No matter what, the Jets get to reset the financial clock by having another rookie-quarterback contract, a big reason why they opted to trade Darnold. They get a quarterback on the cheap through 2024, whereas Darnold’s salary would have ballooned in 2022 with a fifth-year option ($18.8 million) or an extension.

But what if the rookie doesn’t pan out? History tells us there’s a 50-50 chance he will bust. This also means another year of rookie growing pains for a franchise that hasn’t made the playoffs in 10 years, the league’s longest drought. The offensive line, the same five guys that stunk it up last season, is ill-equipped to protect Wilson.
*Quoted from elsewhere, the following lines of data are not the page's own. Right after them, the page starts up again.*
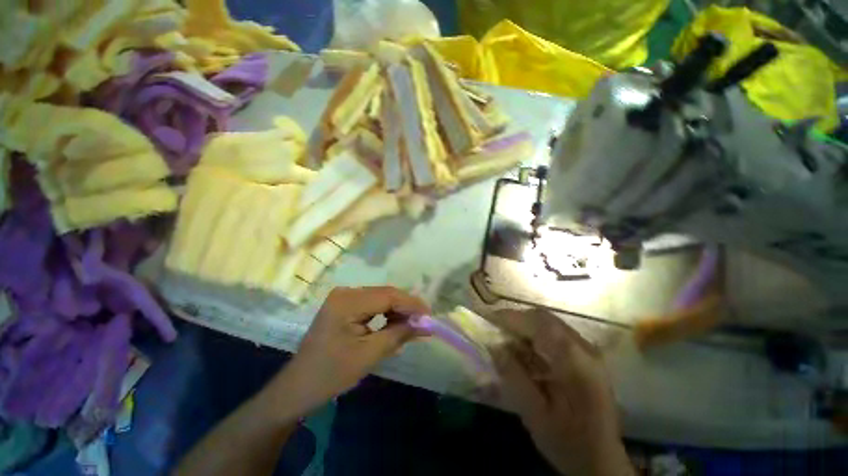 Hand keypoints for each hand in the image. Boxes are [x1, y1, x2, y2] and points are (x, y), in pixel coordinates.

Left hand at [269, 286, 429, 417]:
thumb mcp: (369, 354)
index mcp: (347, 302)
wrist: (298, 388)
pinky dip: (386, 313)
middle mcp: (345, 292)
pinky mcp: (344, 305)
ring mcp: (343, 298)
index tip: (430, 315)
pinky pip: (372, 304)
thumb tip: (426, 324)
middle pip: (385, 294)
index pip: (388, 296)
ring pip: (380, 298)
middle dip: (406, 307)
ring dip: (397, 310)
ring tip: (412, 325)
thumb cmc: (331, 374)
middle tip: (424, 321)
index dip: (411, 304)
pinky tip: (395, 324)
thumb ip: (399, 334)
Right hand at [488, 309, 632, 475]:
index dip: (510, 317)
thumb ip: (513, 375)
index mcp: (574, 362)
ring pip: (549, 323)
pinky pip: (555, 334)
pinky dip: (535, 336)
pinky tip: (524, 352)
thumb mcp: (534, 414)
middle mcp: (584, 349)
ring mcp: (588, 351)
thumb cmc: (568, 443)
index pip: (538, 323)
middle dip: (516, 320)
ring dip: (525, 327)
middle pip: (544, 318)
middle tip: (495, 330)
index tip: (487, 318)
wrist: (603, 463)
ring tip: (506, 340)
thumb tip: (493, 345)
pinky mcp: (586, 357) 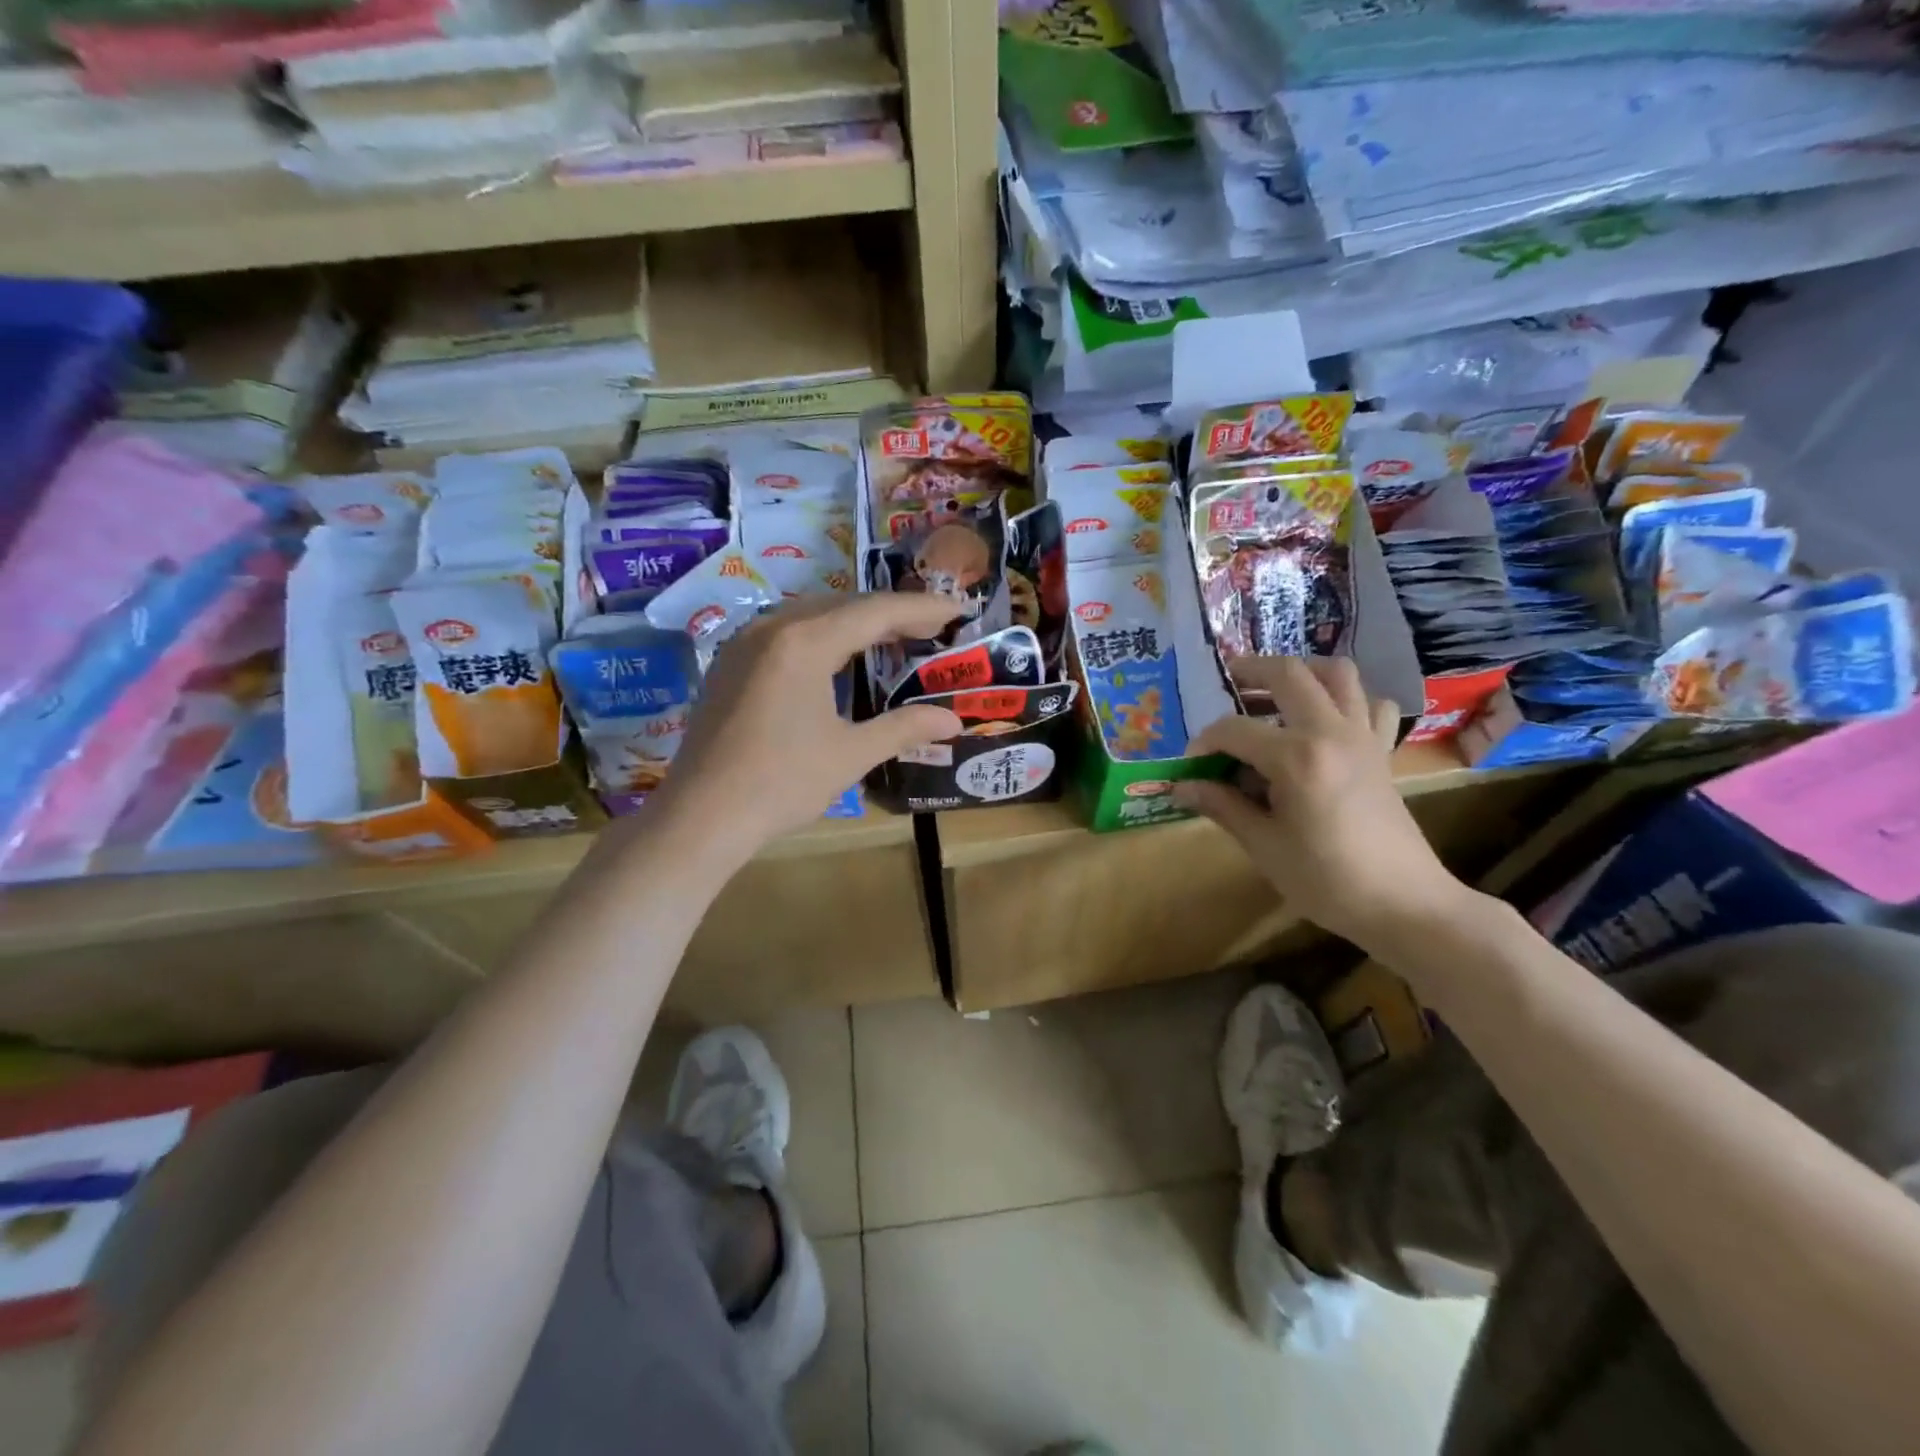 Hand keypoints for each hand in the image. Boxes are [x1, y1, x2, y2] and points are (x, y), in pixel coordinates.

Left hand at [648, 594, 963, 862]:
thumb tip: (953, 721)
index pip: (876, 612)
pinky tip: (839, 659)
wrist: (701, 816)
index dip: (922, 608)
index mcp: (805, 642)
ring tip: (894, 640)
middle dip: (892, 614)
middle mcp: (773, 628)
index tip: (957, 610)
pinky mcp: (730, 663)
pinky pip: (788, 632)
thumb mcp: (850, 754)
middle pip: (845, 605)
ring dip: (857, 623)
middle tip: (933, 629)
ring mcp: (745, 642)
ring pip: (814, 615)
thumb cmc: (782, 783)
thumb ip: (904, 728)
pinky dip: (824, 636)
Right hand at [1171, 656, 1466, 952]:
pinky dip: (1348, 700)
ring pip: (1338, 674)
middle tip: (1227, 683)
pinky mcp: (1382, 751)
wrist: (1404, 904)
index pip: (1234, 730)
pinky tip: (1325, 722)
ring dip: (1303, 673)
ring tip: (1276, 692)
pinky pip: (1370, 704)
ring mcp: (1363, 737)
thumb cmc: (1326, 880)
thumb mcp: (1264, 846)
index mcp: (1296, 758)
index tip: (1191, 765)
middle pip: (1289, 674)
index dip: (1204, 742)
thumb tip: (1182, 786)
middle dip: (1251, 671)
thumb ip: (1222, 806)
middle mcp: (1331, 733) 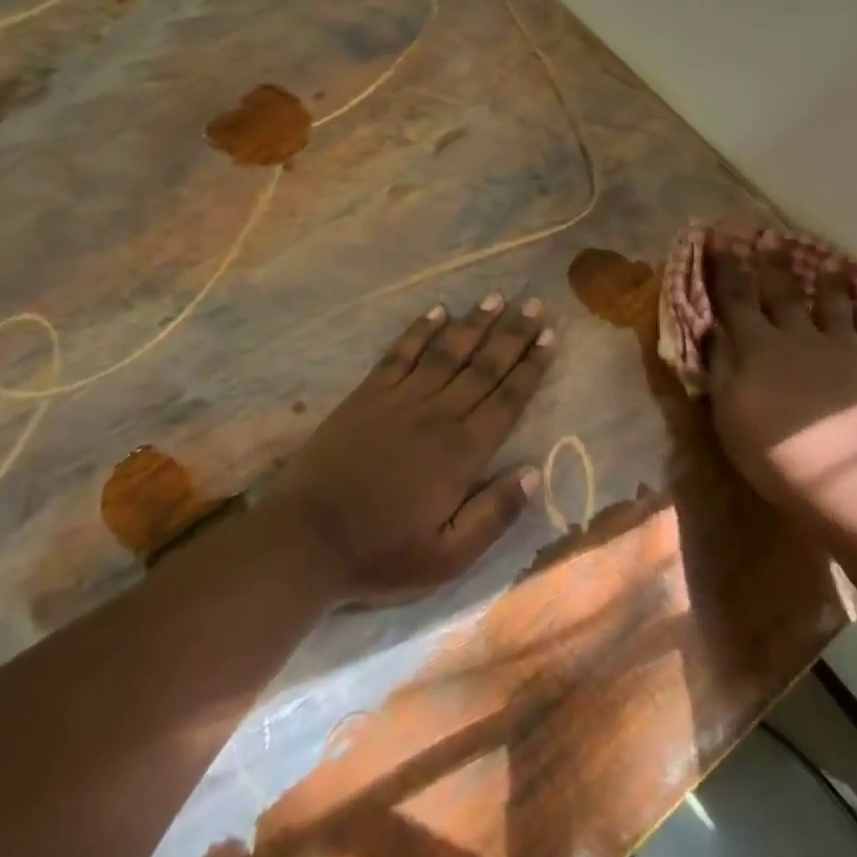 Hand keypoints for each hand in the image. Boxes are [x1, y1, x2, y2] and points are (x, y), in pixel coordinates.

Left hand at [268, 293, 552, 604]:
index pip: (507, 400)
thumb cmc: (380, 554)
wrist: (305, 540)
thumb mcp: (447, 558)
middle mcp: (437, 415)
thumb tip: (534, 473)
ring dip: (473, 324)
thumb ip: (494, 516)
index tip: (550, 336)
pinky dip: (419, 331)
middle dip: (512, 335)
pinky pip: (400, 354)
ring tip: (496, 298)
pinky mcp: (367, 395)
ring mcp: (399, 400)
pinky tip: (437, 311)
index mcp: (462, 453)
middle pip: (483, 367)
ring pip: (446, 352)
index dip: (531, 367)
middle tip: (535, 305)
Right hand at [704, 247, 856, 532]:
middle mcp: (800, 336)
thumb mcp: (730, 419)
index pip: (736, 297)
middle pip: (783, 292)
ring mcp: (846, 347)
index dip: (726, 266)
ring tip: (829, 261)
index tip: (719, 238)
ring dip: (828, 280)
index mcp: (759, 348)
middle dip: (773, 263)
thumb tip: (715, 330)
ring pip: (834, 303)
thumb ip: (721, 369)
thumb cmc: (779, 458)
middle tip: (769, 236) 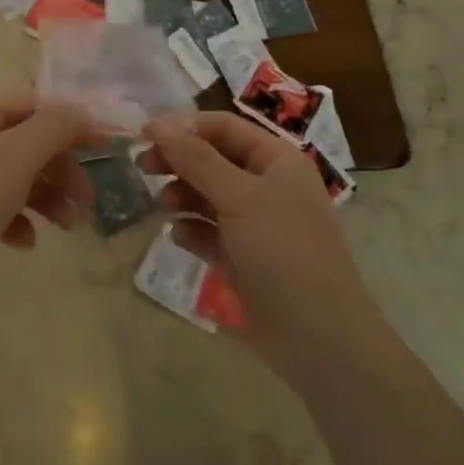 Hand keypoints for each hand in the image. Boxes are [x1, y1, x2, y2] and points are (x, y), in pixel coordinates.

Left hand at [0, 95, 97, 312]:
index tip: (107, 149)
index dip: (73, 125)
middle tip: (87, 200)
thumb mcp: (16, 156)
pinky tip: (25, 241)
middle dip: (62, 169)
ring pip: (16, 177)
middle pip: (28, 142)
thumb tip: (84, 109)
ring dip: (47, 197)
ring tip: (67, 226)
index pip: (36, 106)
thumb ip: (55, 127)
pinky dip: (18, 220)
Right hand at [142, 112, 381, 385]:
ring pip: (207, 194)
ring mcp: (255, 223)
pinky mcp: (243, 257)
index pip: (224, 126)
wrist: (319, 338)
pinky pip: (209, 231)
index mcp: (276, 160)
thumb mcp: (239, 197)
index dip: (184, 126)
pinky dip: (192, 229)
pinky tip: (181, 237)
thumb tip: (157, 125)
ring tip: (165, 207)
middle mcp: (267, 185)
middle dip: (179, 160)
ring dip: (182, 194)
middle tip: (143, 167)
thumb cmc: (284, 252)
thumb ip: (196, 159)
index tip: (145, 134)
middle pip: (212, 157) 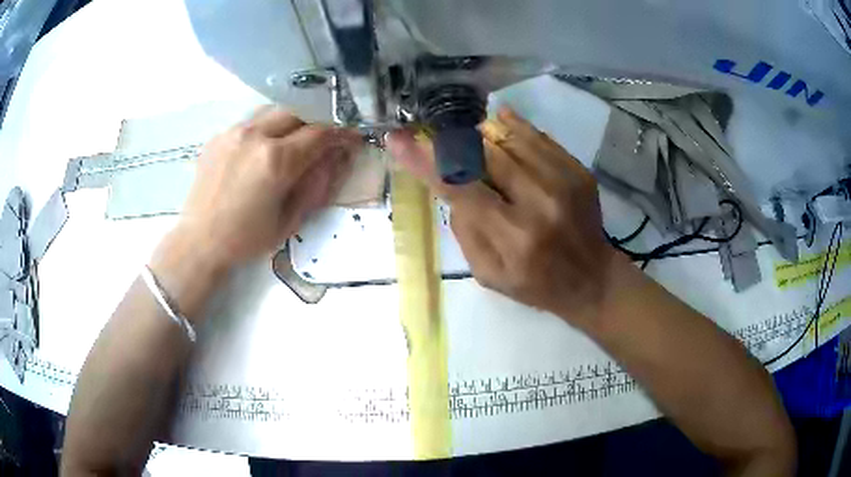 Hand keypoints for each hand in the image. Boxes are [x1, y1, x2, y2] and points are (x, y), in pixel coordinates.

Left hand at [175, 107, 361, 268]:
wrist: (199, 241)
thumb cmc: (246, 239)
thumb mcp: (291, 220)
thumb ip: (317, 184)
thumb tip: (336, 157)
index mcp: (276, 160)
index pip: (319, 133)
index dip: (341, 133)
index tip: (353, 136)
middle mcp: (255, 136)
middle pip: (298, 110)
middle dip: (317, 120)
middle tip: (324, 136)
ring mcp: (234, 132)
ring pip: (274, 110)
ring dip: (291, 120)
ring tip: (294, 139)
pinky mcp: (219, 136)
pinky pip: (251, 121)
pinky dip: (266, 128)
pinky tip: (264, 148)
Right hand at [387, 108, 619, 326]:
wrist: (592, 279)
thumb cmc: (536, 284)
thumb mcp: (488, 275)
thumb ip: (465, 230)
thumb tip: (452, 186)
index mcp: (514, 237)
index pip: (461, 188)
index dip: (426, 161)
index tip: (399, 140)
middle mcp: (540, 202)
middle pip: (485, 153)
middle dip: (455, 142)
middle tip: (440, 138)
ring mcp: (564, 181)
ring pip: (511, 137)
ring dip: (483, 134)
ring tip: (474, 141)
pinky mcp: (578, 171)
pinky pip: (538, 136)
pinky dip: (514, 128)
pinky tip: (502, 129) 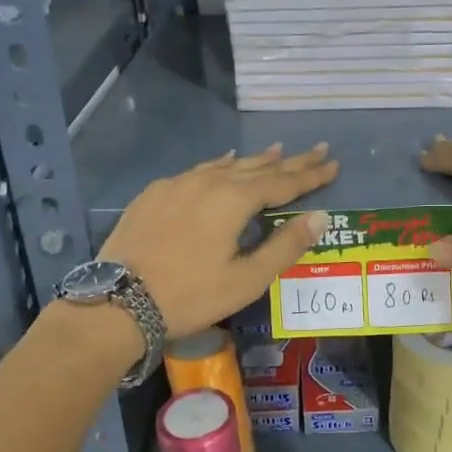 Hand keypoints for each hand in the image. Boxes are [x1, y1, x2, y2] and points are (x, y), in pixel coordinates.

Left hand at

No doubt, Douglas and his staff agonized over this decision for months. It was a tough call, nuanced by the lowered salary cap, roster-building philosophy and evaluations of the draft-eligible quarterbacks. As the Jets GM noted recently, “there are a lot of different scenarios and a lot of different rabbit holes we can go down.”

He made the decision. Right or wrong, Douglas will be defined by it.

And so ends another sad chapter in Jets history. Three years ago, they celebrated Darnold’s arrival. Now they couldn’t wait to get rid of him.

In 2018, the Jets found a shiny new toy under their Christmas tree, but they didn’t read the instructions manual and wound up breaking it. Maybe he would’ve turned out this way under optimal conditions, but we’ll never know. That part is hard to reconcile. If Darnold lights it up with the Panthers, it will be yet another damning indictment of the Jets’ Way.